── Supplied data ──

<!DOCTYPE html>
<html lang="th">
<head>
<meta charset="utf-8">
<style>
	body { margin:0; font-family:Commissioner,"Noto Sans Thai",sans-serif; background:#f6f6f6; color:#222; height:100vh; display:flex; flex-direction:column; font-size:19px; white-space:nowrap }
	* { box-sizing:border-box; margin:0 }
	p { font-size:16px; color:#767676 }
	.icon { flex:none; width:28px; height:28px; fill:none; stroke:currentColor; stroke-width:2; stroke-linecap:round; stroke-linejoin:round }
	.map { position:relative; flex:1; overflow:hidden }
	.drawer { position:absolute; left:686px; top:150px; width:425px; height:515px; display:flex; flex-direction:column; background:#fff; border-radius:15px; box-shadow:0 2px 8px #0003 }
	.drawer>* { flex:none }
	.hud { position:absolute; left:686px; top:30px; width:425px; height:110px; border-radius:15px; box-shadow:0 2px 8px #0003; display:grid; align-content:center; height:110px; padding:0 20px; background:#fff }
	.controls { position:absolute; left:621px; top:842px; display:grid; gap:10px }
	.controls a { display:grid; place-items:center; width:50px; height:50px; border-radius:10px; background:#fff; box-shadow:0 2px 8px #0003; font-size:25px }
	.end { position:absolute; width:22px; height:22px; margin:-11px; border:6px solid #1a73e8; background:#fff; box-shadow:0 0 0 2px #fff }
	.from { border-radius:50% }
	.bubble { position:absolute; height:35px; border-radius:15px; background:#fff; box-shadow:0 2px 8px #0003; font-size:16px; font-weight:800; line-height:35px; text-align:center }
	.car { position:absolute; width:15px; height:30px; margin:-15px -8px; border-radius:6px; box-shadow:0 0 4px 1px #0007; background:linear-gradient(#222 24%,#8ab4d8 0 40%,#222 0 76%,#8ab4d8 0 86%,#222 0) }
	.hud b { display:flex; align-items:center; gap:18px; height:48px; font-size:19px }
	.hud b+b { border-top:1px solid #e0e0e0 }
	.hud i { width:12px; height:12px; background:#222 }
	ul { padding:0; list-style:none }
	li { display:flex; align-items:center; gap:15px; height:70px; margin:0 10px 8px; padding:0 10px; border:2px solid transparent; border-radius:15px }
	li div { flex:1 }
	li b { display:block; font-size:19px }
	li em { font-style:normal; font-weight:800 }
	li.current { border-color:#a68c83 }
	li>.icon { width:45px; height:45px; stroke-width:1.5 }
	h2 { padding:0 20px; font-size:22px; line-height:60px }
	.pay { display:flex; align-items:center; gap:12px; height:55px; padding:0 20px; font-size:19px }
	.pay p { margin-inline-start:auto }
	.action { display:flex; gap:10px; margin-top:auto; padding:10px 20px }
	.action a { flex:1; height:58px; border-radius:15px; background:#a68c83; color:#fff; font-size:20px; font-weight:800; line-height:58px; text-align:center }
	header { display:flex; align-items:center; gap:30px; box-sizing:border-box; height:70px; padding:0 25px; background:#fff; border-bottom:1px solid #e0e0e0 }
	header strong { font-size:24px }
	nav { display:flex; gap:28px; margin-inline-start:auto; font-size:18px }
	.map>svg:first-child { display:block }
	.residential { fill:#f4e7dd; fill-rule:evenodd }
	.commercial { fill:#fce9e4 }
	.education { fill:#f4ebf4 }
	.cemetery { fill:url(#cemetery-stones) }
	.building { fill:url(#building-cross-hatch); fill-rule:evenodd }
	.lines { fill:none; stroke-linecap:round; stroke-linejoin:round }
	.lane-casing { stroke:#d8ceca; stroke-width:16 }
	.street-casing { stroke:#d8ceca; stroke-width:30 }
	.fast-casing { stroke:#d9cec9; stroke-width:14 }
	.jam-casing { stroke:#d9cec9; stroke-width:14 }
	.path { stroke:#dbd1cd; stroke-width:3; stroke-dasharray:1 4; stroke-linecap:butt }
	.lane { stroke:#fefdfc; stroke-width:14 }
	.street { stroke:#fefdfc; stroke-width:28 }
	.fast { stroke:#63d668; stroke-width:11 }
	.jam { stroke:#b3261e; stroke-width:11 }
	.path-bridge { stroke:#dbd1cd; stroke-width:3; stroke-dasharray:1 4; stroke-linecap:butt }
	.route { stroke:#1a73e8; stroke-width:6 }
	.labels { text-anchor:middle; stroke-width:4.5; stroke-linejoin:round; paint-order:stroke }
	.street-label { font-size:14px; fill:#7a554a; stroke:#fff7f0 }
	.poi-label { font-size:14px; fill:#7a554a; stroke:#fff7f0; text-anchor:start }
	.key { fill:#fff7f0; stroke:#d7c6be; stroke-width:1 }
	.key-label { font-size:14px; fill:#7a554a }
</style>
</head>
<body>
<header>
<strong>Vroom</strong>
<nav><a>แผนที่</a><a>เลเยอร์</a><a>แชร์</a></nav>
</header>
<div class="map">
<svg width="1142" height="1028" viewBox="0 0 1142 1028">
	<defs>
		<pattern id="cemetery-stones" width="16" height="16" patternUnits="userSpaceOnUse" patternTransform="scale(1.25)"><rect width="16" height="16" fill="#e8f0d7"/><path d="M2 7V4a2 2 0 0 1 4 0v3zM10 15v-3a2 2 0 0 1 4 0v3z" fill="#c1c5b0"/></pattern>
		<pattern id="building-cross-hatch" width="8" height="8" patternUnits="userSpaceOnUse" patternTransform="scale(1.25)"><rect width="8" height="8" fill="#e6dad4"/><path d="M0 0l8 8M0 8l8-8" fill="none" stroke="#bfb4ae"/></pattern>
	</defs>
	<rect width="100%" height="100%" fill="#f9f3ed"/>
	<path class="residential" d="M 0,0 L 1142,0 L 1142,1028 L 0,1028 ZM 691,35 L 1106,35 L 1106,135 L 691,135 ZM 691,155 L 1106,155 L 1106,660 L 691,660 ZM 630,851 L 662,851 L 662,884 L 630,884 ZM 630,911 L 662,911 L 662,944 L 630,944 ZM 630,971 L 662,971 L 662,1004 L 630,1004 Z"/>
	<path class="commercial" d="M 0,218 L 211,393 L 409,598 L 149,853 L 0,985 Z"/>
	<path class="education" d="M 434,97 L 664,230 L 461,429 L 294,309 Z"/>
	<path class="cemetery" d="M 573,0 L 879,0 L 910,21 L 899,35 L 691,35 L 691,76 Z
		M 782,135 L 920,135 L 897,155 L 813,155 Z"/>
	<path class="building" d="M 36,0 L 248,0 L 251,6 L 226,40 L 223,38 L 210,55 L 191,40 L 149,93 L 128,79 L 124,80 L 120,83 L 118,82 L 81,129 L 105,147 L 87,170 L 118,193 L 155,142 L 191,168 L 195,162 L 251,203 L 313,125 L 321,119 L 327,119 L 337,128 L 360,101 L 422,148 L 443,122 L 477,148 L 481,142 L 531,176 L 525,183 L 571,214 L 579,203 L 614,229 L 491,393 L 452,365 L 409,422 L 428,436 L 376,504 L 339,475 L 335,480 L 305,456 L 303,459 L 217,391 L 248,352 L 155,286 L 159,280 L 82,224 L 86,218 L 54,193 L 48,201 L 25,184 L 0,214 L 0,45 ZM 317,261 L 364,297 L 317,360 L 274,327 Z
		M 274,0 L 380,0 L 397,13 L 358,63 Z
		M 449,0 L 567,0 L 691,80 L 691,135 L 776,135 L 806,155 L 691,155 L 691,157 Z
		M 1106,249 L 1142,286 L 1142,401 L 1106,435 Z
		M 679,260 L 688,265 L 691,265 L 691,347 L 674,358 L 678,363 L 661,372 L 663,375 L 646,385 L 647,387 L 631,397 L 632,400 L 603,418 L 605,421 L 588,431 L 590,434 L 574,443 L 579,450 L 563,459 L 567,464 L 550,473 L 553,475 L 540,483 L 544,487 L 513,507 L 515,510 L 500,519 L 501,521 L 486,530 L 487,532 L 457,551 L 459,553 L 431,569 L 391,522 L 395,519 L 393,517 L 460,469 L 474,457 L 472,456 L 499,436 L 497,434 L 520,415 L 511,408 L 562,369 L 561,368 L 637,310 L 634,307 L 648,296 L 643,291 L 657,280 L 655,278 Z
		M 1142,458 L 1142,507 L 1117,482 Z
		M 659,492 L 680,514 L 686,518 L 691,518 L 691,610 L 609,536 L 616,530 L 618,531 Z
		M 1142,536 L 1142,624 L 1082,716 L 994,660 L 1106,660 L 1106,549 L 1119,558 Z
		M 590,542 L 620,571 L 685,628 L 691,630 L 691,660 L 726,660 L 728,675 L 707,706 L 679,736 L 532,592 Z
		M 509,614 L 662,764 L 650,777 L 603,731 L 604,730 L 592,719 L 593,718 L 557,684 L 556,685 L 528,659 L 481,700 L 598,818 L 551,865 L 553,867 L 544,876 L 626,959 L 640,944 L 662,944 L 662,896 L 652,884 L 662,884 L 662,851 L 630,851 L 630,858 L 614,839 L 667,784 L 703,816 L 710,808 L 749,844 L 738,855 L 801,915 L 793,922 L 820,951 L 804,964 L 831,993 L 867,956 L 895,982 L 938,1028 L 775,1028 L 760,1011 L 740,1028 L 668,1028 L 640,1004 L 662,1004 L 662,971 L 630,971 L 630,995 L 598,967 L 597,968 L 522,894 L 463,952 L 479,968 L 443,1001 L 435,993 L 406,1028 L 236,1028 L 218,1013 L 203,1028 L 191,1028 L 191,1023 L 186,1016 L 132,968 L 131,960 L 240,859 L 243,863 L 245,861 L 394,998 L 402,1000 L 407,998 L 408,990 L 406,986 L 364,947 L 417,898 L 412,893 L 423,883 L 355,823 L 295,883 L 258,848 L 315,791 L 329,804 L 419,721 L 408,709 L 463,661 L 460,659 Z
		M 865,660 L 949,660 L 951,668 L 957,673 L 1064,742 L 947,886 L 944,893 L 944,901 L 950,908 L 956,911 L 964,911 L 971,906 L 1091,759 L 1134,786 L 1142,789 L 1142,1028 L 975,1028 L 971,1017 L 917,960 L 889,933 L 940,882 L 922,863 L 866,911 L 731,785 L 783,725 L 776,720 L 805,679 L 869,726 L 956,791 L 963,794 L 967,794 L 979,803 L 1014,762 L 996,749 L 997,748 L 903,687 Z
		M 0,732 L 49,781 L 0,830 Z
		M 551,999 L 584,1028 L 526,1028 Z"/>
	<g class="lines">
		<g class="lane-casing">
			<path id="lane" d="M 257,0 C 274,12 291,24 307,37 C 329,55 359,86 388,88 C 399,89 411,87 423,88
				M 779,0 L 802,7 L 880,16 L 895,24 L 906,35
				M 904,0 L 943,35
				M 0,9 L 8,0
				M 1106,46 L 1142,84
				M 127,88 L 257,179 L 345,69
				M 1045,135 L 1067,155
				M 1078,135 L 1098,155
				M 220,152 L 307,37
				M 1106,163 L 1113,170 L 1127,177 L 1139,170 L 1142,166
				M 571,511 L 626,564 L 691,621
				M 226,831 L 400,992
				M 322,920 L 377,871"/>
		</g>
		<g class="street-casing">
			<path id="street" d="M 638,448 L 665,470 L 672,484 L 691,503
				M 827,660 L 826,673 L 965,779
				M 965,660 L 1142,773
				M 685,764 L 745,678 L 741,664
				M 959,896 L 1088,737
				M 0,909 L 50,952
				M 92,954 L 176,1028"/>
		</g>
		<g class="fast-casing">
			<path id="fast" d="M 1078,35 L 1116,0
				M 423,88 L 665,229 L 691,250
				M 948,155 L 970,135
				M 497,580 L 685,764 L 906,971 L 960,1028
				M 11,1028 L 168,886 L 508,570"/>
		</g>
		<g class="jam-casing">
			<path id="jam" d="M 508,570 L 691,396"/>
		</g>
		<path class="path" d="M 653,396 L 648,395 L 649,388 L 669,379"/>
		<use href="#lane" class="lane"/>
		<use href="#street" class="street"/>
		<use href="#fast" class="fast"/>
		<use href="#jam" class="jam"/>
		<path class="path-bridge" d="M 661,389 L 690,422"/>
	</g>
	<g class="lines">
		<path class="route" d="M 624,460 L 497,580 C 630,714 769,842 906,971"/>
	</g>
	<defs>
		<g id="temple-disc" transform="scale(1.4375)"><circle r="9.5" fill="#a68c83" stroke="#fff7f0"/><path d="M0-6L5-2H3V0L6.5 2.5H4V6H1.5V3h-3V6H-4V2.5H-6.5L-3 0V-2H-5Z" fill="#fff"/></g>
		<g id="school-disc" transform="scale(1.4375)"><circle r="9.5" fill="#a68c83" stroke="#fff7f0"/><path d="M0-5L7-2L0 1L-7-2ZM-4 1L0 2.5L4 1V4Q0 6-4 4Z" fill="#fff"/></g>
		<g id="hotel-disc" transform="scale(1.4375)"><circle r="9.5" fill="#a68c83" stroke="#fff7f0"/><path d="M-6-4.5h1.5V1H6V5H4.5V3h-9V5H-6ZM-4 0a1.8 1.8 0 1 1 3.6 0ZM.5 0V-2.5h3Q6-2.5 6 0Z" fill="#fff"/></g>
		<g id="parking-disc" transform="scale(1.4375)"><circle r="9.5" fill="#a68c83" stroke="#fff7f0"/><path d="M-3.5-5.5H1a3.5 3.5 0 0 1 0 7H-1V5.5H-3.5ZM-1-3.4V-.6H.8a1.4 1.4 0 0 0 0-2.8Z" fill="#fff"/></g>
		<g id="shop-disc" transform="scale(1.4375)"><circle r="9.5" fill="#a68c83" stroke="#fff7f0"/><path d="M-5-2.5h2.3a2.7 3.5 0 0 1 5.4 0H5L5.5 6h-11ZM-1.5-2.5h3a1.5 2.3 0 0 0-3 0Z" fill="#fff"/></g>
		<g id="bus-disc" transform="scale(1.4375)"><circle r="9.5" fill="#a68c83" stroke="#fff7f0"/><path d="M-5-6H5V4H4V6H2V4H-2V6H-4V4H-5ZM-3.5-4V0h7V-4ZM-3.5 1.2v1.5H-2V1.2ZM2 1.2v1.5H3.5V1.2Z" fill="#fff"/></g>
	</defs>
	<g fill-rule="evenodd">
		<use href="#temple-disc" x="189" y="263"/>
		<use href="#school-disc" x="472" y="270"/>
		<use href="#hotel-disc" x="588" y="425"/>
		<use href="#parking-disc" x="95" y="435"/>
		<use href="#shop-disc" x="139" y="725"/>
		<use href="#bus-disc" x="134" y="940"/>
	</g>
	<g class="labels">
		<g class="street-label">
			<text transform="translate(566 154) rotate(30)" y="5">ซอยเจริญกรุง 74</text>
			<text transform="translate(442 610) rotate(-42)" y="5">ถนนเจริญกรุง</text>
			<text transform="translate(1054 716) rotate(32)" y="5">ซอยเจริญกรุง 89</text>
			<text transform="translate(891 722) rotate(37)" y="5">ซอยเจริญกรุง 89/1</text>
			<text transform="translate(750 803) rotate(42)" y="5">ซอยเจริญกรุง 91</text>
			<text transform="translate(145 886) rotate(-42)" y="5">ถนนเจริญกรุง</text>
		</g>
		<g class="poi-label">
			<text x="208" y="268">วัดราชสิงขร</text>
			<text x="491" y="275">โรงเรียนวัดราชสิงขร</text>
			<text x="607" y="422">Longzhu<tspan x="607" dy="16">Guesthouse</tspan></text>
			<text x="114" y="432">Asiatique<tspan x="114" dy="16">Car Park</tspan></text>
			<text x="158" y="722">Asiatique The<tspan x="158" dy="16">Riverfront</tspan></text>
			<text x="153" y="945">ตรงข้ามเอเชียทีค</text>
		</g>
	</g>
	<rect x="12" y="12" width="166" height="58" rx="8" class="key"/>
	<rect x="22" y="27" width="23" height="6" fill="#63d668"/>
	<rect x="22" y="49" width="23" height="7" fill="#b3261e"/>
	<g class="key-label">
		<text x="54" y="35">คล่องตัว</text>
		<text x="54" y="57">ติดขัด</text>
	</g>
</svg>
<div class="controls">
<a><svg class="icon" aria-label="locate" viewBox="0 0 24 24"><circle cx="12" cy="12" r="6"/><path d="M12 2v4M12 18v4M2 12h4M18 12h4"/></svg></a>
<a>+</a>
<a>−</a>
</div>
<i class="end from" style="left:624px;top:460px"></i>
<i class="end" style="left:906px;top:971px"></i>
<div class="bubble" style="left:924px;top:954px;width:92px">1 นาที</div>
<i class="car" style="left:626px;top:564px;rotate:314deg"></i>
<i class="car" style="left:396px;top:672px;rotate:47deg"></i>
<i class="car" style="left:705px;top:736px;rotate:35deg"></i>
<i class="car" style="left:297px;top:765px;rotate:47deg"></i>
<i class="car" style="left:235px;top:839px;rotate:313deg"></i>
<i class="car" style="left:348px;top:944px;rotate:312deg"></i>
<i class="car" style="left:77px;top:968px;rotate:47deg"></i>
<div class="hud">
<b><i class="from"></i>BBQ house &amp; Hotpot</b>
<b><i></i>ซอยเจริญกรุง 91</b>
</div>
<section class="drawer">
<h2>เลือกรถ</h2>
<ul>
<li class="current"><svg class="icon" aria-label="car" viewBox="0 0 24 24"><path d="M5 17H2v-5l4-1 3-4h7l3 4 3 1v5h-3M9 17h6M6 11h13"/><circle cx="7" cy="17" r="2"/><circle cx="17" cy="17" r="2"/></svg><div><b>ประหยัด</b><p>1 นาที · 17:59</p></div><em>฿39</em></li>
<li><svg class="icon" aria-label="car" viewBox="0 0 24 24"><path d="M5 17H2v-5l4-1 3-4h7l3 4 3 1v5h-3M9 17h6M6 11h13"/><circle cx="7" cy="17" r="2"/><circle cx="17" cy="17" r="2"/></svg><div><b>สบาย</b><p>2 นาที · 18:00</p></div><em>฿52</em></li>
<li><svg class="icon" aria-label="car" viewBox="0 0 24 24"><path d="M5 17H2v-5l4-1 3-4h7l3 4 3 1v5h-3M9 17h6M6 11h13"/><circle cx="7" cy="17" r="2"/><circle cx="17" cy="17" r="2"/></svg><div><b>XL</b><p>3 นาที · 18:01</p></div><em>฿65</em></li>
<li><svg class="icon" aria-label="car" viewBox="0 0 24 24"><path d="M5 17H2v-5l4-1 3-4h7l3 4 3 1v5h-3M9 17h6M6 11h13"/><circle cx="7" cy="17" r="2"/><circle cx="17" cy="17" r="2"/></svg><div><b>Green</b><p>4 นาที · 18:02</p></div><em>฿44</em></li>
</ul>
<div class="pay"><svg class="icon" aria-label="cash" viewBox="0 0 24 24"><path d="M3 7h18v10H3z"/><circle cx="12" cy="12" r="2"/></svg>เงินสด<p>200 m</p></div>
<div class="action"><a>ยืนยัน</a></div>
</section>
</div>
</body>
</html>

───

* _How to complete this task_
In the entries above, find each line with the word "butt" and copy it.

* _Answer for the task_
	.path { stroke:#dbd1cd; stroke-width:3; stroke-dasharray:1 4; stroke-linecap:butt }
	.path-bridge { stroke:#dbd1cd; stroke-width:3; stroke-dasharray:1 4; stroke-linecap:butt }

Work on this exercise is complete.